• [Your instructions]:
Check each line of the data below for the string "Fadl". Then give the number of lines that have it, without anything else.

━━ Recorded data

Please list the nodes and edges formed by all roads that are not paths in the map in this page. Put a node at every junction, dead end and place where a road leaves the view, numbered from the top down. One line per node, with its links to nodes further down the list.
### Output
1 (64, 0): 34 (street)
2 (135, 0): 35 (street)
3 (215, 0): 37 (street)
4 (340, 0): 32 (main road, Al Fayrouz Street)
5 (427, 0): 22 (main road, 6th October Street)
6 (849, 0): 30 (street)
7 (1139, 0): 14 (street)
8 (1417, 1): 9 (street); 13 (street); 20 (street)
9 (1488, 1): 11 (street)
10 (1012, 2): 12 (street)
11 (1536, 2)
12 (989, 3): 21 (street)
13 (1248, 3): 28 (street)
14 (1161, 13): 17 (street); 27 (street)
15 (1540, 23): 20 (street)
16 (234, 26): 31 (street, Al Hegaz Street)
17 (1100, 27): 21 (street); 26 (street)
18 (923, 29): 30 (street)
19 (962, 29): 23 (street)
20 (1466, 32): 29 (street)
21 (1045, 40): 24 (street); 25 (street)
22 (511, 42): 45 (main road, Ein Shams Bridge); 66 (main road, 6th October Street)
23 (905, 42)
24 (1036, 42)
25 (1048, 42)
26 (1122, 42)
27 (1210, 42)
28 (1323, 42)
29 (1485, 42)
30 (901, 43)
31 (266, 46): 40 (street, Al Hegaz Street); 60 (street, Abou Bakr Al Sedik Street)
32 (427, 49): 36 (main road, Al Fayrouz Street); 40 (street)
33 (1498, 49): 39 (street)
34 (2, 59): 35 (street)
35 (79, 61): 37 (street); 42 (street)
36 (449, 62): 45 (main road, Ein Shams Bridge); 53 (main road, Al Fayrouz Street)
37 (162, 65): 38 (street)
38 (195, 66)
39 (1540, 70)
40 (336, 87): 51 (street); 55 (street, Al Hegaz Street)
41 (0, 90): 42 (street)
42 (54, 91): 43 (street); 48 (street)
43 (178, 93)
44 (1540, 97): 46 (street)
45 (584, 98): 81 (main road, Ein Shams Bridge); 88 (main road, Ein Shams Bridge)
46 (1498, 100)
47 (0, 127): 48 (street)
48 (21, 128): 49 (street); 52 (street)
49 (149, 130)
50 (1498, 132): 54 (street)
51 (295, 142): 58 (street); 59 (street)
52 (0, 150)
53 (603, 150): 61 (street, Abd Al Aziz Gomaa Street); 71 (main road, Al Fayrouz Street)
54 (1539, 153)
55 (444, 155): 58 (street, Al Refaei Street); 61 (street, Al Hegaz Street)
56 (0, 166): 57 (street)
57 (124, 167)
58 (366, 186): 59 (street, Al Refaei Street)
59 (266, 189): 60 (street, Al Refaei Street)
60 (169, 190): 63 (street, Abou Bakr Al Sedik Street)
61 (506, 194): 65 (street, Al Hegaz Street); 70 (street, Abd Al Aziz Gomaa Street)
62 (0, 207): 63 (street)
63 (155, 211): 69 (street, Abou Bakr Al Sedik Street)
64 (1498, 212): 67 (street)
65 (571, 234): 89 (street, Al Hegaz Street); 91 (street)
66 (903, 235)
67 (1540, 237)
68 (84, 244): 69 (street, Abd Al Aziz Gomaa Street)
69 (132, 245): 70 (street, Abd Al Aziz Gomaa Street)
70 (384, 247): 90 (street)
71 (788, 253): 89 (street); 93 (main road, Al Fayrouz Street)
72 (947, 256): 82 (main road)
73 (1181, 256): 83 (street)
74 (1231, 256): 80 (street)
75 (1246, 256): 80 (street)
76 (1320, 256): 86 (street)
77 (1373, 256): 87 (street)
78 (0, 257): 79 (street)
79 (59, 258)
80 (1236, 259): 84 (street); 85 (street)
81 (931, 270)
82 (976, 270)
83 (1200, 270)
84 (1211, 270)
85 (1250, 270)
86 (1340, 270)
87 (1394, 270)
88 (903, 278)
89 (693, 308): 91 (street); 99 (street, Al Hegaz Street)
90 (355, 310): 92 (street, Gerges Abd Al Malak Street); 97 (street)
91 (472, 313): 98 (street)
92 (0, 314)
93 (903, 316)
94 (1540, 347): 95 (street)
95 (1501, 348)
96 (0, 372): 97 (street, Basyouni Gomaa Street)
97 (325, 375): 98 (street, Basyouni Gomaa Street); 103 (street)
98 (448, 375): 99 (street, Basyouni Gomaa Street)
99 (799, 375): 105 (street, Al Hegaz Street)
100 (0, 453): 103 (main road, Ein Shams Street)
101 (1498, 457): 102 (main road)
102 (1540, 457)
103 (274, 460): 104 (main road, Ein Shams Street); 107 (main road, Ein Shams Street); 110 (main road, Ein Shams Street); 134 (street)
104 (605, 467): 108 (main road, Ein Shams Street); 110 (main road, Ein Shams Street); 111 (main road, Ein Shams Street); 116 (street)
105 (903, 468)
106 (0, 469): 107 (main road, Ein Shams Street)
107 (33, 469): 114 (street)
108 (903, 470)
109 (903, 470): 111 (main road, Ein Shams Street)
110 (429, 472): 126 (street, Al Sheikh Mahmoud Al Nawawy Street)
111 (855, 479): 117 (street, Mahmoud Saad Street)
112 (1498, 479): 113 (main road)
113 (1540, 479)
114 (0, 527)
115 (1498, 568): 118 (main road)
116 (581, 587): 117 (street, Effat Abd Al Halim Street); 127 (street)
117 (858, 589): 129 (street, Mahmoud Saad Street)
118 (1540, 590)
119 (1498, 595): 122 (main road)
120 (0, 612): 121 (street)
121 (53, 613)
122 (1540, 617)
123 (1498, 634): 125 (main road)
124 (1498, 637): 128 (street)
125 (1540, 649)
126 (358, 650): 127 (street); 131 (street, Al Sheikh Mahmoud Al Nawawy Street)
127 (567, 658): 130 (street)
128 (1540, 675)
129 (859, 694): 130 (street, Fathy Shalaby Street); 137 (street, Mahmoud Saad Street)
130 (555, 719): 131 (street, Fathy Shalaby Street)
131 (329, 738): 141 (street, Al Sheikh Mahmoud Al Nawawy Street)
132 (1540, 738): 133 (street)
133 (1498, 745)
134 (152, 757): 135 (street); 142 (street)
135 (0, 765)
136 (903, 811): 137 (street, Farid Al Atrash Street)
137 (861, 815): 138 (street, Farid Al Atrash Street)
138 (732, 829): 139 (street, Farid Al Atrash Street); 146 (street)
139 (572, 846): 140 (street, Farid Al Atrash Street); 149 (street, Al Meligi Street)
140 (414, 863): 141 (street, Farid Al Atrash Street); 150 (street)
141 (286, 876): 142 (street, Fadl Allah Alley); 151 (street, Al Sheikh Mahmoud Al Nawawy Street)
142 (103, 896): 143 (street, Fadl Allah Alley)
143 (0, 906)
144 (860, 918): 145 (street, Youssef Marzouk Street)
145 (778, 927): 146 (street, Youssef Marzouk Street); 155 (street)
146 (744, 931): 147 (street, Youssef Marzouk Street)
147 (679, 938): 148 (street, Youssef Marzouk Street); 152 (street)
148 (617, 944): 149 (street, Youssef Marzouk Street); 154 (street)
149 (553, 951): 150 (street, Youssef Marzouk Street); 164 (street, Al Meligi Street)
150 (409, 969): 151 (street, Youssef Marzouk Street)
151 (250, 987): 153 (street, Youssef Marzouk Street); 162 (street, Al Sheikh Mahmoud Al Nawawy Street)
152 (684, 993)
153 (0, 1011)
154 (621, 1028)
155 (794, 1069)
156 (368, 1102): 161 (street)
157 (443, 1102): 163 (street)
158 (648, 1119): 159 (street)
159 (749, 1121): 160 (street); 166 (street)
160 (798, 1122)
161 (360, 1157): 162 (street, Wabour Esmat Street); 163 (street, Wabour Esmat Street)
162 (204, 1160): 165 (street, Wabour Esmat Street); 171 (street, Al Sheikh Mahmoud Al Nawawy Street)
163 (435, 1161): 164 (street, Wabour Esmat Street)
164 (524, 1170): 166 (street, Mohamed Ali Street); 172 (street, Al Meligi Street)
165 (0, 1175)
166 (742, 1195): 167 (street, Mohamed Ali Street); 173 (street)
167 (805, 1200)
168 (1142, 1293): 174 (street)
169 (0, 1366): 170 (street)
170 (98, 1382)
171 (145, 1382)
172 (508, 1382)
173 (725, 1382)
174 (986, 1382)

━━━━

• [Response to this exercise]:
2